Les adénomes hypophysaires sont souvent découverts de manière fortuite, à l'occasion d'une imagerie cérébrale (Scanner ou IRM) faite pour une autre raison. Lorsqu'ils sont responsables de signes cliniques, ils peuvent entraîner 3 grands types de symptômes en fonction de leur caractère sécrétant et de leur taille.

1. Symptômes liés à une sécrétion excessive d'hormone

Ces symptômes ne se rencontrent que si l'adénome est sécrétant.

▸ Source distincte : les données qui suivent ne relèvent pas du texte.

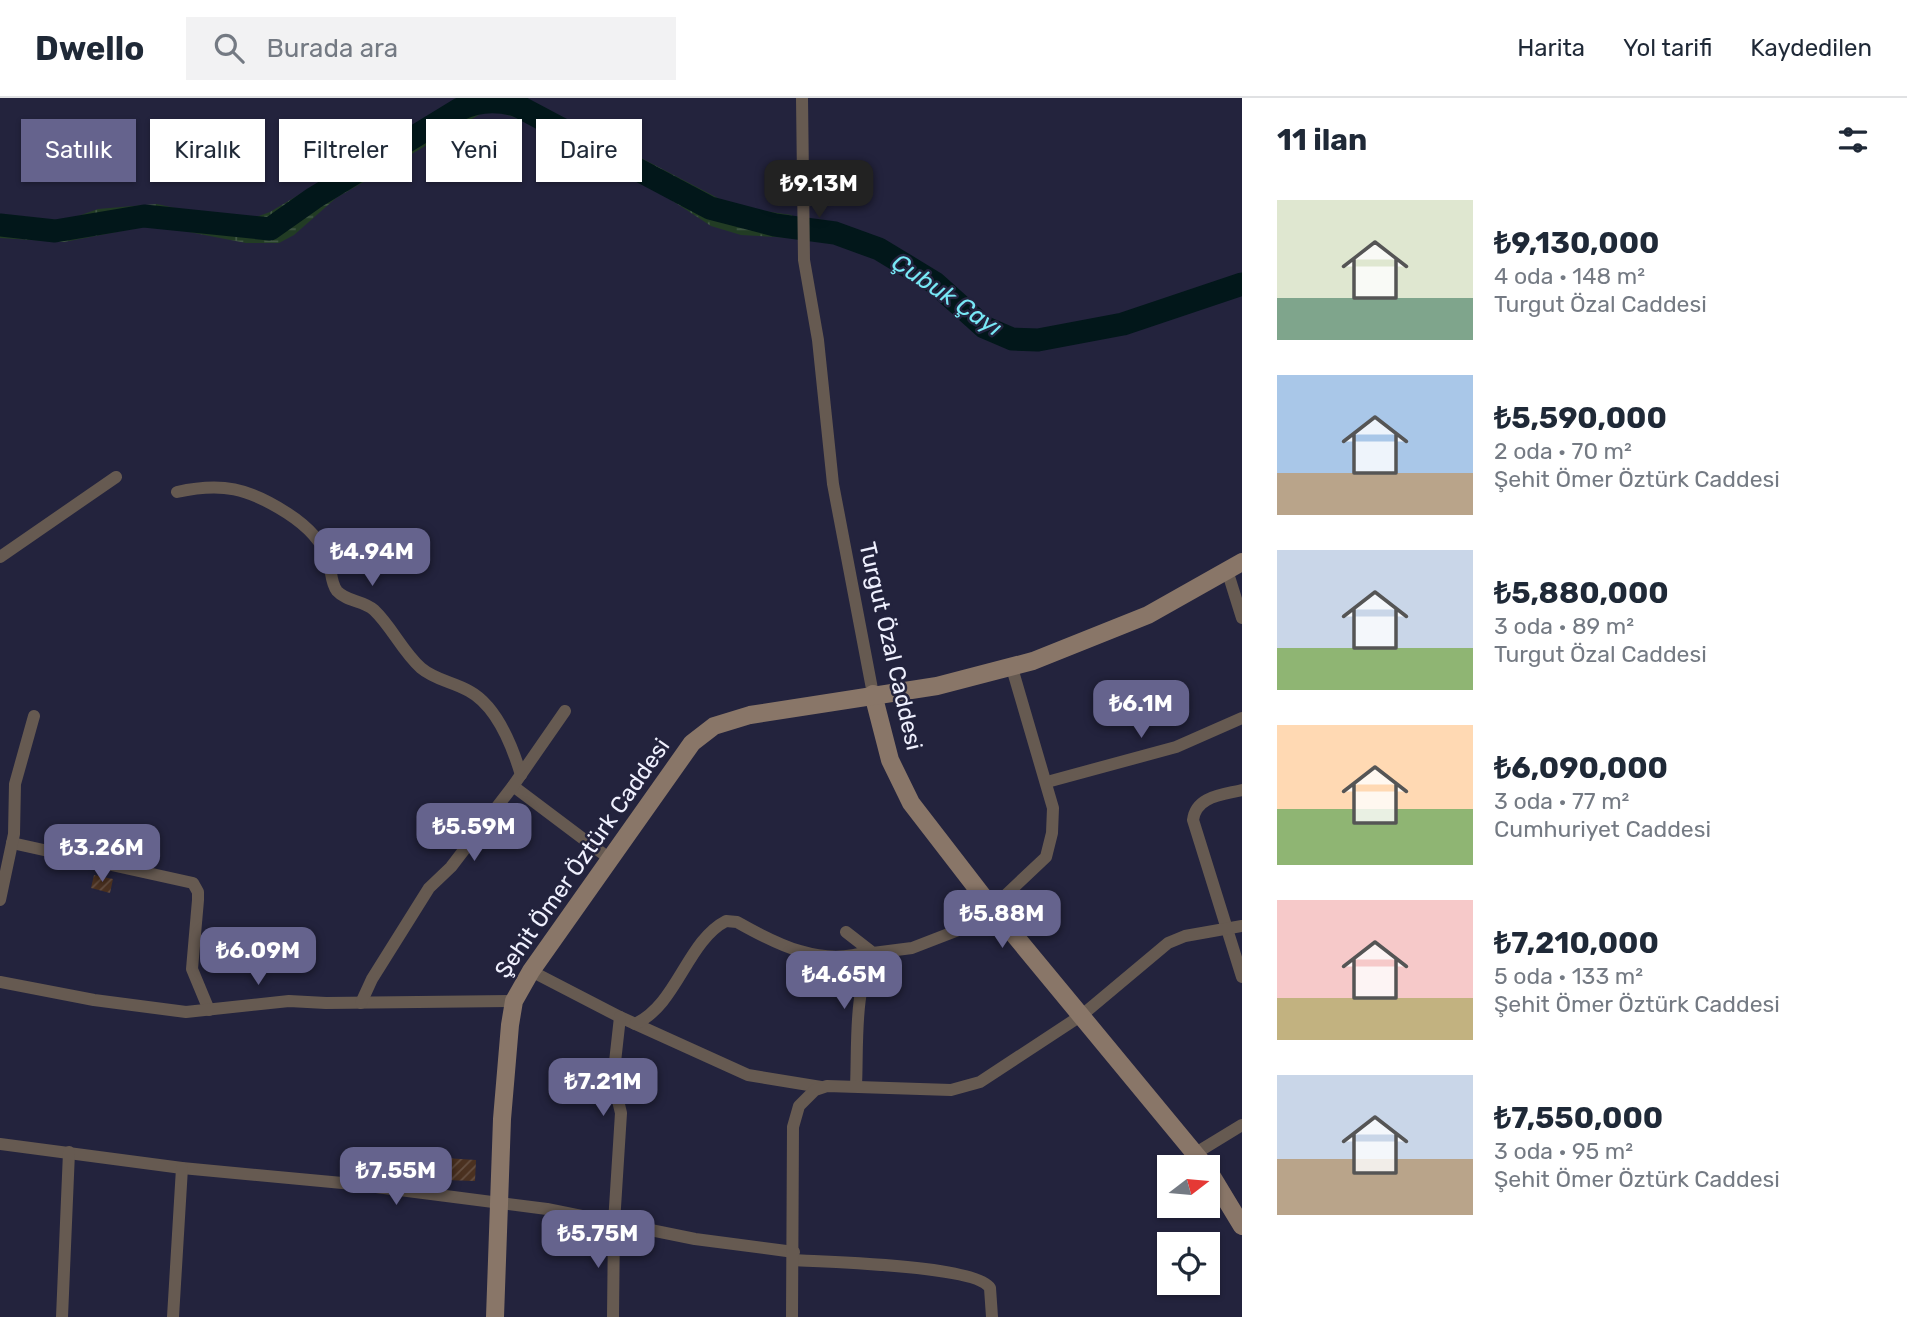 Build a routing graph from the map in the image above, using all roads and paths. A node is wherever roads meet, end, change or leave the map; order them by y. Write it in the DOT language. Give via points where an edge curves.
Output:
graph roads {
  1 [pos="802,98"];
  2 [pos="116,477"];
  3 [pos="177,492"];
  4 [pos="0,557"];
  5 [pos="1235,566"];
  6 [pos="1242,618"];
  7 [pos="1012,668"];
  8 [pos="873,694"];
  9 [pos="565,711"];
  10 [pos="34,716"];
  11 [pos="1242,718"];
  12 [pos="521,775"];
  13 [pos="1047,782"];
  14 [pos="513,786"];
  15 [pos="1242,790"];
  16 [pos="12,844"];
  17 [pos="610,859"];
  18 [pos="0,900"];
  19 [pos="992,908"];
  20 [pos="1242,926"];
  21 [pos="1225,930"];
  22 [pos="846,932"];
  23 [pos="872,952"];
  24 [pos="531,971"];
  25 [pos="1242,977"];
  26 [pos="0,982"];
  27 [pos="514,1001"];
  28 [pos="361,1003"];
  29 [pos="209,1010"];
  30 [pos="1082,1015"];
  31 [pos="620,1017"];
  32 [pos="635,1024"];
  33 [pos="856,1085"];
  34 [pos="821,1087"];
  35 [pos="1242,1125"];
  36 [pos="0,1144"];
  37 [pos="69,1152"];
  38 [pos="1196,1155"];
  39 [pos="1212,1155"];
  40 [pos="182,1168"];
  41 [pos="1220,1191"];
  42 [pos="499,1204"];
  43 [pos="614,1223"];
  44 [pos="1242,1226"];
  45 [pos="794,1256"];
  46 [pos="62,1317"];
  47 [pos="173,1317"];
  48 [pos="495,1317"];
  49 [pos="613,1317"];
  50 [pos="792,1317"];
  51 [pos="992,1317"];
  1 -- 8 [label="street, Turgut Özal Caddesi" via="806,278 818,340 833,484"];
  2 -- 4 [label="street"];
  3 -- 12 [label="street" via="210,486 234,488 274,505 302,524 323,548 339,594 373,610 425,671 470,691 485,705 511,744"];
  5 -- 6 [label="street"];
  5 -- 7 [label="street, Şehit Ömer Öztürk Caddesi" via="1148,615"];
  7 -- 8 [label="street, Şehit Ömer Öztürk Caddesi" via="937,686"];
  7 -- 13 [label="street"];
  8 -- 17 [label="street, Şehit Ömer Öztürk Caddesi" via="750,715 704,733 681,757"];
  8 -- 19 [label="street, Turgut Özal Caddesi" via="890,760 903,789"];
  9 -- 12 [label="street"];
  10 -- 16 [label="street" via="15,784"];
  11 -- 13 [label="street" via="1176,747"];
  12 -- 14 [label="street"];
  13 -- 19 [label="street" via="1054,822 1046,857"];
  14 -- 17 [label="street"];
  14 -- 28 [label="street" via="451,867 429,888"];
  15 -- 21 [label="street" via="1206,799 1194,815"];
  16 -- 18 [label="street"];
  16 -- 29 [label="street" via="193,883 198,892 192,969"];
  17 -- 24 [label="street, Şehit Ömer Öztürk Caddesi"];
  19 -- 23 [label="street" via="944,936 912,947"];
  19 -- 30 [label="street, Turgut Özal Caddesi"];
  20 -- 21 [label="street"];
  21 -- 25 [label="street"];
  21 -- 30 [label="street" via="1168,943"];
  22 -- 23 [label="street"];
  23 -- 32 [label="street" via="838,956 798,952 726,921 711,933 652,1014"];
  23 -- 33 [label="street" via="862,984"];
  24 -- 27 [label="street, Şehit Ömer Öztürk Caddesi"];
  24 -- 31 [label="street"];
  26 -- 29 [label="street" via="94,1000 186,1012"];
  27 -- 28 [label="street"];
  27 -- 42 [label="street, Şehit Ömer Öztürk Caddesi"];
  28 -- 29 [label="street" via="289,1001"];
  30 -- 33 [label="street" via="997,1072 962,1089"];
  30 -- 38 [label="street, Turgut Özal Caddesi"];
  31 -- 32 [label="street"];
  31 -- 43 [label="street" via="613,1080 621,1113"];
  32 -- 34 [label="street" via="748,1075"];
  33 -- 34 [label="street"];
  34 -- 45 [label="street" via="799,1106 793,1127"];
  35 -- 39 [label="street"];
  36 -- 37 [label="street"];
  37 -- 40 [label="street"];
  37 -- 46 [label="street"];
  40 -- 42 [label="street"];
  40 -- 47 [label="street"];
  41 -- 44 [label="street, Turgut Özal Caddesi"];
  42 -- 43 [label="street"];
  42 -- 48 [label="street, Şehit Ömer Öztürk Caddesi"];
  43 -- 45 [label="street"];
  43 -- 49 [label="street"];
  45 -- 50 [label="street"];
  45 -- 51 [label="street" via="977,1277 990,1288"];
}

  • Maladie de Cushing — secondaire à une hypersécrétion d'ACTH par l'adénome corticotrope, stimulant la production surrénalienne de cortisol.
  • Acromégalie — secondaire à une hypersécrétion d'hormone de croissance par l'adénome somatotrope.
  • Hypersécrétion de prolactine — adénome lactotrope ou prolactinome.
  • Hyperthyroïdie centrale — secondaire à une hypersécrétion de TSH par l'adénome thyréotrope. Situation très rare.

Maladie de Cushing

Prise de poids facio-tronculaire, visage arrondi et rouge, bosse à la nuque, hyperpilosité, vergetures, fragilité cutanée, fatigabilité musculaire, hypertension artérielle, diabète. Parfois irritabilité et troubles psychiatriques.

Acromégalie

Épaississement du visage et des extrémités, prognatisme, écartement des dents, hypersudation, ronflements, apnée du sommeil, douleurs articulaires, syndrome du canal carpien, hypertension artérielle, diabète.

Prolactinome

Disparition des règles (aménorrhée), écoulement laiteux (galactorrhée), troubles sexuels et baisse de la libido.

Hyperthyroïdie centrale

Signes classiques d'hyperthyroïdie. Situation très rare liée à l'adénome thyréotrope.

2. Symptômes liés à la compression des structures avoisinantes

Ces symptômes peuvent se voir dans tous les types d'adénomes, à condition que celui-ci soit suffisamment volumineux.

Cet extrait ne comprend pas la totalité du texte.